PNUD : renforcer les capacités des magistrats du Burundi pour mieux protéger les droits humains dans le contexte du VIH, du genre et la santé sexuelle et reproductive

15 septembre 2026
PNUD :  renforcer les capacités des magistrats du Burundi pour mieux protéger les droits humains dans le contexte du VIH, du genre et la santé sexuelle et reproductive

Les participants de différentes provinces à la formation des magistrats pour mieux protéger les droits humains

PNUD Burundi 2026 / Daniella Ninteretse

Par Daniella Nintereste

Burundi, La lutte contre le VIH ne se limite pas aux interventions sanitaires.

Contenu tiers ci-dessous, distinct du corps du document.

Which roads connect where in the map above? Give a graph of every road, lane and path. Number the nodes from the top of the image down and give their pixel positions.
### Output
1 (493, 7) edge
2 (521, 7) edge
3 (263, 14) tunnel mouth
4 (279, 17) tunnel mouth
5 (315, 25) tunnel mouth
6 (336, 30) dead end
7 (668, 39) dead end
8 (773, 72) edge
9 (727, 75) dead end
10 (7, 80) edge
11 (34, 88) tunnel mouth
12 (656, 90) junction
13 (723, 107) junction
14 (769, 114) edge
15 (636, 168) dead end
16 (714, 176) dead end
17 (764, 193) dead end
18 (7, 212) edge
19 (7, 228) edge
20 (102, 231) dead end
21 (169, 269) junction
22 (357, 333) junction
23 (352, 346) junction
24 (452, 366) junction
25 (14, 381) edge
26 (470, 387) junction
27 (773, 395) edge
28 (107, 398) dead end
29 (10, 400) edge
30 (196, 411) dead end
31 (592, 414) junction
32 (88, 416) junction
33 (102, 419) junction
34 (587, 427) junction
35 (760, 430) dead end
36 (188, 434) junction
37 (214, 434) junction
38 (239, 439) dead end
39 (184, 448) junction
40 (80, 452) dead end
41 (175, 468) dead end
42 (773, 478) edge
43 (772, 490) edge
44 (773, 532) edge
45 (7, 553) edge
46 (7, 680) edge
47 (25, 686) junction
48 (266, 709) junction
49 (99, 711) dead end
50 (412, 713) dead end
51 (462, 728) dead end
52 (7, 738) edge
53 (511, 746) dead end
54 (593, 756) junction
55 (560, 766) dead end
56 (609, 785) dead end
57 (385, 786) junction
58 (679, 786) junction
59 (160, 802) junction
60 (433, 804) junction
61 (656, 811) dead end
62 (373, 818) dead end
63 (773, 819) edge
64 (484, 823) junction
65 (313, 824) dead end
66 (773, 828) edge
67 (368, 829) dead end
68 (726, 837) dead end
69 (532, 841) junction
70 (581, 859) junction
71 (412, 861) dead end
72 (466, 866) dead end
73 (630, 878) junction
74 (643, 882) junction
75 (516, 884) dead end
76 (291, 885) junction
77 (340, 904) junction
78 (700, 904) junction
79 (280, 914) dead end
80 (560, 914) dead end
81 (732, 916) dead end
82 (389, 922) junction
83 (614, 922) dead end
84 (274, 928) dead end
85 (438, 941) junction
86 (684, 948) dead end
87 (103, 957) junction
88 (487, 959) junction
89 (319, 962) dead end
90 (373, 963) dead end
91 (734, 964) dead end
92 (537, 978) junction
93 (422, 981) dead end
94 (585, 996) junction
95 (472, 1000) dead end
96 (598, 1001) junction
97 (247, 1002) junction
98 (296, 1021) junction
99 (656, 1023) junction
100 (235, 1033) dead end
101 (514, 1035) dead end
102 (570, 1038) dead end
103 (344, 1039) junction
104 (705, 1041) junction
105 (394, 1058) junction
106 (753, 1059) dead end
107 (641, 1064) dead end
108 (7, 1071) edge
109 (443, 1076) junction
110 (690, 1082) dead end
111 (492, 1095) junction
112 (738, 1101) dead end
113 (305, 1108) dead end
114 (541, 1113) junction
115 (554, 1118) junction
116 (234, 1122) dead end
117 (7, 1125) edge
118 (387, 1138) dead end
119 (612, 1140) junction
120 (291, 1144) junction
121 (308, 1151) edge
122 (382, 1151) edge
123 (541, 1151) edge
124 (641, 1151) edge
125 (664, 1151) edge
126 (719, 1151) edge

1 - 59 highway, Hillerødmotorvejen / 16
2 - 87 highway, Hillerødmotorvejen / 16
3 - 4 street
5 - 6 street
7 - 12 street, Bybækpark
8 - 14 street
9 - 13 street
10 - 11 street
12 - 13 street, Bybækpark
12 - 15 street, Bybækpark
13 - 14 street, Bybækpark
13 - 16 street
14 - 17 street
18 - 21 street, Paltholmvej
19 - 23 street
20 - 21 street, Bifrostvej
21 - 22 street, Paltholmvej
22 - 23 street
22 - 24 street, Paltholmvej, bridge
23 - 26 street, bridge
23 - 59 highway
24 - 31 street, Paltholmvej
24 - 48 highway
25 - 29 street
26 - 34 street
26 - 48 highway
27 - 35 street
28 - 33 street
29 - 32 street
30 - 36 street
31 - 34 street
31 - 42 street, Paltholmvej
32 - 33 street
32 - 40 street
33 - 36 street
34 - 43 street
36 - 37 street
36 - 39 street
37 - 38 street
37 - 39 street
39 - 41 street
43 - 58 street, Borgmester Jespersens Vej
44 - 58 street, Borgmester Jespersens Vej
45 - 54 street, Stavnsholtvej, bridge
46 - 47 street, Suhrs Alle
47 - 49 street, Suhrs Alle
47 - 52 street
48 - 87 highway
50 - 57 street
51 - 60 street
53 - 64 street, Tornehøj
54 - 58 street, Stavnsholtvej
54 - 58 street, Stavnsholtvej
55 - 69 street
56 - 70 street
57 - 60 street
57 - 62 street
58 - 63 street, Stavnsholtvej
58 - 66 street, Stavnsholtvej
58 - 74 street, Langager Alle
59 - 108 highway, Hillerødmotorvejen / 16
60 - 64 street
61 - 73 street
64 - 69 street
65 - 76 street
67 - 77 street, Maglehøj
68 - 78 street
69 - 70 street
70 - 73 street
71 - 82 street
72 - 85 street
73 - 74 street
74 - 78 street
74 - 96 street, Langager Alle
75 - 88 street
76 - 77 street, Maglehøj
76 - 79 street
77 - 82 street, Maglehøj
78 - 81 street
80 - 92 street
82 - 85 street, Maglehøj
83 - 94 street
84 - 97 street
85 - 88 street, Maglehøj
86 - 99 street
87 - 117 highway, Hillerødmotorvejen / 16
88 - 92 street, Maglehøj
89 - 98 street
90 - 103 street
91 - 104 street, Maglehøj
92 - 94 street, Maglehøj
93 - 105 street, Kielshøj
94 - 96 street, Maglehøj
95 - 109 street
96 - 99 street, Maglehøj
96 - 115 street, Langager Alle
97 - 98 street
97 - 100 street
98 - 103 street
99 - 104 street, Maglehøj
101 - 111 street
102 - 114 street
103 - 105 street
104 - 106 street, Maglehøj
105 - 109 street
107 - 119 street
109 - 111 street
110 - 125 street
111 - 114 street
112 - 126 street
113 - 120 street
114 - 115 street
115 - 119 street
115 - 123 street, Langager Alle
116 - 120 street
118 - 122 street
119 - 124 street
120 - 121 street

Elle nécessite également un environnement juridique et social favorable qui protège les droits humains, combat la stigmatisation et favorise un accès équitable aux services, tout en favorisant la bonne santé et le bien-être des personnes les plus touchées par la maladie.

C’est dans cette perspective que le Programme des Nations Unies pour le développement (PNUD), avec l’appui financier du Fonds Mondial de lutte contre le Sida, la Tuberculose et le Paludisme, a organisé, des sessions de renforcement des capacités des magistrats sur le VIH, les droits humains, le genre et la santé sexuelle et reproductive (SSR).

Tenues notamment à Cibitoke, Muramvya et Bubanza, ces sessions ont offert aux magistrats un espace d’apprentissage, d’échange et de réflexion sur leur rôle dans la protection des droits des personnes vivant avec le VIH et des populations les plus marginalisées. 

La justice au cœur de la réponse au VIH

Les magistrats, en tant que garants de l’État de droit, jouent un rôle essentiel dans l’application impartiale de la loi, l’accès à la justice et la protection des personnes vulnérables. Dans le contexte du VIH, le renforcement de leurs capacités contribue à mieux prendre en compte les situations de stigmatisation et de discrimination auxquelles certaines populations vulnérables sont confrontées dans l’accès aux services sociaux de base. 

Bernard BIZIMINA, Conseiller du Ministre de la Justice, témoigne :

« Cette formation nous a permis d’approfondir nos connaissances sur le VIH, le genre, la santé sexuelle et reproductive et les cadres juridiques relatifs à la protection des droits humains. Les magistrats ont un rôle essentiel à jouer dans la protection des personnes vivant avec le VIH, encore confrontées à la stigmatisation et à la discrimination. Au regard de l’engouement des participants, nous souhaitons que ces sessions se poursuivent et touchent l’ensemble des magistrats du pays. »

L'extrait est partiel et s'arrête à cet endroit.